THE PROBLEM ▸
Every entry that follows should be reproduced exactly.

[Excerpts from a dataset]
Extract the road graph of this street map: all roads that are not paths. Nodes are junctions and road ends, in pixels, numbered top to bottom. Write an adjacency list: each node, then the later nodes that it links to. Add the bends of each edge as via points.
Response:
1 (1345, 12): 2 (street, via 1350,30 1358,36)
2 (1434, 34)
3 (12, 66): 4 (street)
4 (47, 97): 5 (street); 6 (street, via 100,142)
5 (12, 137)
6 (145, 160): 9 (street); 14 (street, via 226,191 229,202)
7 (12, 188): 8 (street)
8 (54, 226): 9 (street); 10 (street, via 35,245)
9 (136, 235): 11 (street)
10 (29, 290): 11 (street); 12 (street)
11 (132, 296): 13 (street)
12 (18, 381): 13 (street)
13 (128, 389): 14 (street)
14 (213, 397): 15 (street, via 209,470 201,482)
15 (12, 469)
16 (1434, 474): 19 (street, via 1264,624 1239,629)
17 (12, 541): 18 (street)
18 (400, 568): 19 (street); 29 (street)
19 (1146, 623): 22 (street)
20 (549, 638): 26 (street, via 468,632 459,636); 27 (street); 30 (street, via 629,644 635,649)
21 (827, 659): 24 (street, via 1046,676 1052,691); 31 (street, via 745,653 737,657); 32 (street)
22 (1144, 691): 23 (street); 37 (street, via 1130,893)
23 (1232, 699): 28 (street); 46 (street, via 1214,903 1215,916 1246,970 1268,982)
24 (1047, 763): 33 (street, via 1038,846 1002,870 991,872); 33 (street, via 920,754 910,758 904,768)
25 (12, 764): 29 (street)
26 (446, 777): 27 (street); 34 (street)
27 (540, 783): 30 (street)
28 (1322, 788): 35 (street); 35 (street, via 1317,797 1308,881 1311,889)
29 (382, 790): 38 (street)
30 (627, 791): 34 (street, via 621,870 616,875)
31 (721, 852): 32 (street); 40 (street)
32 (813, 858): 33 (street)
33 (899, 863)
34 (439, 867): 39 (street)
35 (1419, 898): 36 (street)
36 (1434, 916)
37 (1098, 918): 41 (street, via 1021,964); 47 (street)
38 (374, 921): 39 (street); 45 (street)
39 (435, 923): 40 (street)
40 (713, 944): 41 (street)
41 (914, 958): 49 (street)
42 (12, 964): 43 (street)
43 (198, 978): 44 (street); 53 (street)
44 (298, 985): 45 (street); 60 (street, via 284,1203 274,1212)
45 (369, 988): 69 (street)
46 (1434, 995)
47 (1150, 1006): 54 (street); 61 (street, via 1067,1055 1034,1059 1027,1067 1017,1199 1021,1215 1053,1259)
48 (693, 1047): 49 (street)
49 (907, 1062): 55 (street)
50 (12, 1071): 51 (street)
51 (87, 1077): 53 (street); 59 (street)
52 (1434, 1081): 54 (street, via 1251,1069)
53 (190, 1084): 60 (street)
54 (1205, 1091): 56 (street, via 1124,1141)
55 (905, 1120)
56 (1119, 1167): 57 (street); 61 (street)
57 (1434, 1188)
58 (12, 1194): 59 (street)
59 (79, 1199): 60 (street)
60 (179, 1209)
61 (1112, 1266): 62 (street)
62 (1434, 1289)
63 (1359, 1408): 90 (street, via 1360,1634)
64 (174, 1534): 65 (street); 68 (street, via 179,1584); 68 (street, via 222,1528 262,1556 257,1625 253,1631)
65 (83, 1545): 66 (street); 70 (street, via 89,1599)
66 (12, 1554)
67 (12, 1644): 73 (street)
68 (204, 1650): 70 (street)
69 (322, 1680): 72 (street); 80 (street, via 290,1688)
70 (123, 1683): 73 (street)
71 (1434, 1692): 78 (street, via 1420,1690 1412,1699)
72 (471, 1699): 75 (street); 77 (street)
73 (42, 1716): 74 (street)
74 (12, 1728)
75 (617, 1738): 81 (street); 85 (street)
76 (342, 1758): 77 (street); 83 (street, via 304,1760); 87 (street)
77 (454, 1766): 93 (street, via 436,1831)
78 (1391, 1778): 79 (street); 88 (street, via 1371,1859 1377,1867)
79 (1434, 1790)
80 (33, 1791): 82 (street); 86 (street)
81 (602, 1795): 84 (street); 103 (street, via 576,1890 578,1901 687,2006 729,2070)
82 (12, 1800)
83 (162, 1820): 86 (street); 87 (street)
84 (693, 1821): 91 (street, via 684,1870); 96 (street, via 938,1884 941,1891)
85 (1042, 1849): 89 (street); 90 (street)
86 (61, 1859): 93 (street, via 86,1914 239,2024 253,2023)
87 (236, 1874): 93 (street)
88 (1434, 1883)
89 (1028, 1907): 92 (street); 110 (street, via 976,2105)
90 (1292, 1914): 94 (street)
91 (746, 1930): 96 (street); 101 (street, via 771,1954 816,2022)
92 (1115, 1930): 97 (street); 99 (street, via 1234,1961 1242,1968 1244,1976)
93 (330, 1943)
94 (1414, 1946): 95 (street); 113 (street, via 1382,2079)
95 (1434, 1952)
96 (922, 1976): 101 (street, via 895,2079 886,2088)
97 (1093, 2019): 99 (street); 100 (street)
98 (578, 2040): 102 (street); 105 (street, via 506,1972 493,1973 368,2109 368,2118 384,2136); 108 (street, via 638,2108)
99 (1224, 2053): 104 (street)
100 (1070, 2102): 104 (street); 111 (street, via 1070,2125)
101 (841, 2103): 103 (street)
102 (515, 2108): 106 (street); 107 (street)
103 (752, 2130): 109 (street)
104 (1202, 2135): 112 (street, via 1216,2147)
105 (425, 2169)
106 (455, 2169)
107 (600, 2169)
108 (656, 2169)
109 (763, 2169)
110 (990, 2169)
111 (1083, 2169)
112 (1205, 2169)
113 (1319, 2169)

REPLY ▸
Extract the road graph of this street map: all roads that are not paths. Nodes are junctions and road ends, in pixels, numbered top to bottom. Write an adjacency list: each node, then the later nodes that it links to. Add the bends of each edge as via points.
Response:
1 (1345, 12): 2 (street, via 1350,30 1358,36)
2 (1434, 34)
3 (12, 66): 4 (street)
4 (47, 97): 5 (street); 6 (street, via 100,142)
5 (12, 137)
6 (145, 160): 9 (street); 14 (street, via 226,191 229,202)
7 (12, 188): 8 (street)
8 (54, 226): 9 (street); 10 (street, via 35,245)
9 (136, 235): 11 (street)
10 (29, 290): 11 (street); 12 (street)
11 (132, 296): 13 (street)
12 (18, 381): 13 (street)
13 (128, 389): 14 (street)
14 (213, 397): 15 (street, via 209,470 201,482)
15 (12, 469)
16 (1434, 474): 19 (street, via 1264,624 1239,629)
17 (12, 541): 18 (street)
18 (400, 568): 19 (street); 29 (street)
19 (1146, 623): 22 (street)
20 (549, 638): 26 (street, via 468,632 459,636); 27 (street); 30 (street, via 629,644 635,649)
21 (827, 659): 24 (street, via 1046,676 1052,691); 31 (street, via 745,653 737,657); 32 (street)
22 (1144, 691): 23 (street); 37 (street, via 1130,893)
23 (1232, 699): 28 (street); 46 (street, via 1214,903 1215,916 1246,970 1268,982)
24 (1047, 763): 33 (street, via 1038,846 1002,870 991,872); 33 (street, via 920,754 910,758 904,768)
25 (12, 764): 29 (street)
26 (446, 777): 27 (street); 34 (street)
27 (540, 783): 30 (street)
28 (1322, 788): 35 (street); 35 (street, via 1317,797 1308,881 1311,889)
29 (382, 790): 38 (street)
30 (627, 791): 34 (street, via 621,870 616,875)
31 (721, 852): 32 (street); 40 (street)
32 (813, 858): 33 (street)
33 (899, 863)
34 (439, 867): 39 (street)
35 (1419, 898): 36 (street)
36 (1434, 916)
37 (1098, 918): 41 (street, via 1021,964); 47 (street)
38 (374, 921): 39 (street); 45 (street)
39 (435, 923): 40 (street)
40 (713, 944): 41 (street)
41 (914, 958): 49 (street)
42 (12, 964): 43 (street)
43 (198, 978): 44 (street); 53 (street)
44 (298, 985): 45 (street); 60 (street, via 284,1203 274,1212)
45 (369, 988): 69 (street)
46 (1434, 995)
47 (1150, 1006): 54 (street); 61 (street, via 1067,1055 1034,1059 1027,1067 1017,1199 1021,1215 1053,1259)
48 (693, 1047): 49 (street)
49 (907, 1062): 55 (street)
50 (12, 1071): 51 (street)
51 (87, 1077): 53 (street); 59 (street)
52 (1434, 1081): 54 (street, via 1251,1069)
53 (190, 1084): 60 (street)
54 (1205, 1091): 56 (street, via 1124,1141)
55 (905, 1120)
56 (1119, 1167): 57 (street); 61 (street)
57 (1434, 1188)
58 (12, 1194): 59 (street)
59 (79, 1199): 60 (street)
60 (179, 1209)
61 (1112, 1266): 62 (street)
62 (1434, 1289)
63 (1359, 1408): 90 (street, via 1360,1634)
64 (174, 1534): 65 (street); 68 (street, via 179,1584); 68 (street, via 222,1528 262,1556 257,1625 253,1631)
65 (83, 1545): 66 (street); 70 (street, via 89,1599)
66 (12, 1554)
67 (12, 1644): 73 (street)
68 (204, 1650): 70 (street)
69 (322, 1680): 72 (street); 80 (street, via 290,1688)
70 (123, 1683): 73 (street)
71 (1434, 1692): 78 (street, via 1420,1690 1412,1699)
72 (471, 1699): 75 (street); 77 (street)
73 (42, 1716): 74 (street)
74 (12, 1728)
75 (617, 1738): 81 (street); 85 (street)
76 (342, 1758): 77 (street); 83 (street, via 304,1760); 87 (street)
77 (454, 1766): 93 (street, via 436,1831)
78 (1391, 1778): 79 (street); 88 (street, via 1371,1859 1377,1867)
79 (1434, 1790)
80 (33, 1791): 82 (street); 86 (street)
81 (602, 1795): 84 (street); 103 (street, via 576,1890 578,1901 687,2006 729,2070)
82 (12, 1800)
83 (162, 1820): 86 (street); 87 (street)
84 (693, 1821): 91 (street, via 684,1870); 96 (street, via 938,1884 941,1891)
85 (1042, 1849): 89 (street); 90 (street)
86 (61, 1859): 93 (street, via 86,1914 239,2024 253,2023)
87 (236, 1874): 93 (street)
88 (1434, 1883)
89 (1028, 1907): 92 (street); 110 (street, via 976,2105)
90 (1292, 1914): 94 (street)
91 (746, 1930): 96 (street); 101 (street, via 771,1954 816,2022)
92 (1115, 1930): 97 (street); 99 (street, via 1234,1961 1242,1968 1244,1976)
93 (330, 1943)
94 (1414, 1946): 95 (street); 113 (street, via 1382,2079)
95 (1434, 1952)
96 (922, 1976): 101 (street, via 895,2079 886,2088)
97 (1093, 2019): 99 (street); 100 (street)
98 (578, 2040): 102 (street); 105 (street, via 506,1972 493,1973 368,2109 368,2118 384,2136); 108 (street, via 638,2108)
99 (1224, 2053): 104 (street)
100 (1070, 2102): 104 (street); 111 (street, via 1070,2125)
101 (841, 2103): 103 (street)
102 (515, 2108): 106 (street); 107 (street)
103 (752, 2130): 109 (street)
104 (1202, 2135): 112 (street, via 1216,2147)
105 (425, 2169)
106 (455, 2169)
107 (600, 2169)
108 (656, 2169)
109 (763, 2169)
110 (990, 2169)
111 (1083, 2169)
112 (1205, 2169)
113 (1319, 2169)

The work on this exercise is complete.